Without any genuine way to relate to the narrative, all the movie has going for it is the spectacle, and the quality of what it has to offer is inconsistent at best. Outside of the general incongruity resulting between treating the pure stop-motion scenes and the live action as part of the same environment, the sound design is severely disorienting. While the movie tries to use its soundtrack in the vein of Halloween to ratchet up the tension and create a feeling of the dread, it fails to evoke the slightest sense of unease ; because the track often noticeably cuts before looping back in on itself during longer scenes, any notion of tension immediately dissipates and the audio becomes farcical. This feeling is exacerbated by poor sound mixing; the score and/or background-noises like the wind or leaves become so loud as to obscure the dialogue or one another, culminating in scenes where the impact of any.

In spite of that, where director Christopher Theis and producer Mark Frizzell’s Winterbeast succeeds is in its sheer dedication to presenting a cinematic “something.
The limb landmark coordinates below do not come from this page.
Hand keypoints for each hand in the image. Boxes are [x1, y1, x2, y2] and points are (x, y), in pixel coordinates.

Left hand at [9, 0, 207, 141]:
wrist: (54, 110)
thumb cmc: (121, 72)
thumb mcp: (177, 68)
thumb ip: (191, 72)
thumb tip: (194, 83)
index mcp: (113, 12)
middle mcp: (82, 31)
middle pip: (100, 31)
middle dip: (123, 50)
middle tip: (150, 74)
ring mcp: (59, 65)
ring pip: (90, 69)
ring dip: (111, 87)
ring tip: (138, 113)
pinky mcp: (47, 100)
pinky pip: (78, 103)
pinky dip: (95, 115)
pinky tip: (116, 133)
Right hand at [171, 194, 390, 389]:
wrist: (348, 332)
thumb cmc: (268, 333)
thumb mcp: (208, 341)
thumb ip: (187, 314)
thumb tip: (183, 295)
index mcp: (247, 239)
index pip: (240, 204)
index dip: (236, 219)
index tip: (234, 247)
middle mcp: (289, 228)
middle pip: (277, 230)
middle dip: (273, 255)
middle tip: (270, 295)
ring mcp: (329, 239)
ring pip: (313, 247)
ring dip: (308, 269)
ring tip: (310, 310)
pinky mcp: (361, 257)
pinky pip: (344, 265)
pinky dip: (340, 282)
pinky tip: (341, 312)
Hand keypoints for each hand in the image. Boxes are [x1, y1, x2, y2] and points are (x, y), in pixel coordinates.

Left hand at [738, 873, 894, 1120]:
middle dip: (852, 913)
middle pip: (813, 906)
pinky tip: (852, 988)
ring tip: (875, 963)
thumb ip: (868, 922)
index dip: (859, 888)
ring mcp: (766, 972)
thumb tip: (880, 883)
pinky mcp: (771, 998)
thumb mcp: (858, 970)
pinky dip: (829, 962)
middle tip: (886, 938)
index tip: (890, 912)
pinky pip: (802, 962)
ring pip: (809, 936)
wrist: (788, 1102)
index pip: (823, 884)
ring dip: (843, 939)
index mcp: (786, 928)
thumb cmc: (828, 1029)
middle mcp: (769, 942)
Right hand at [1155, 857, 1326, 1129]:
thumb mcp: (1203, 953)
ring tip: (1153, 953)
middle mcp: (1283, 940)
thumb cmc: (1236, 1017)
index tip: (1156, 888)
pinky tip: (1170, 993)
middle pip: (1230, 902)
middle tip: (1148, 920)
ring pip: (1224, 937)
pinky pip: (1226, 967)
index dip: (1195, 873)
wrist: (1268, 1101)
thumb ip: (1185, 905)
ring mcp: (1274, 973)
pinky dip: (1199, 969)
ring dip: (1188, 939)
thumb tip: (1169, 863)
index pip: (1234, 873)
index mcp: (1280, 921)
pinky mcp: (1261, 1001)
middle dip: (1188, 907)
Just like Obayashi does in House, they impart such passion to presenting a vision, albeit a vision that seems incomprehensible by most measures, that one can’t help get caught up in at least appreciating the effort. For all its issues, if there’s one thing Winterbeast is not it’s lacking in passion. Where other teams might see the inability to properly incorporate their stop-motion creatures with the live action nature of their shooting and subsequently can the creatures in lieu of something more tame, this movie opts for the full vision, no holds barred. If the people and monsters can’t mingle directly, then P.O.V shots and stop-motion people will have to suffice; it’s better than fully compromising on the spectacle of what-could-be.

REPORT CARD

TLDRWinterbeast is a movie of pure passion that’s put together with no other purpose than to stay consistently entertaining. It sacrifices narrative coherence, thematic resonance, character development, and even visual continuity to ensure that spectacle upon spectacle can be presented; the movie so fervently goes for broke in trying to do something that in spite of all its failures its not a miserable experience. Echoing the poster tagline, the movie “must be seen to be believed.”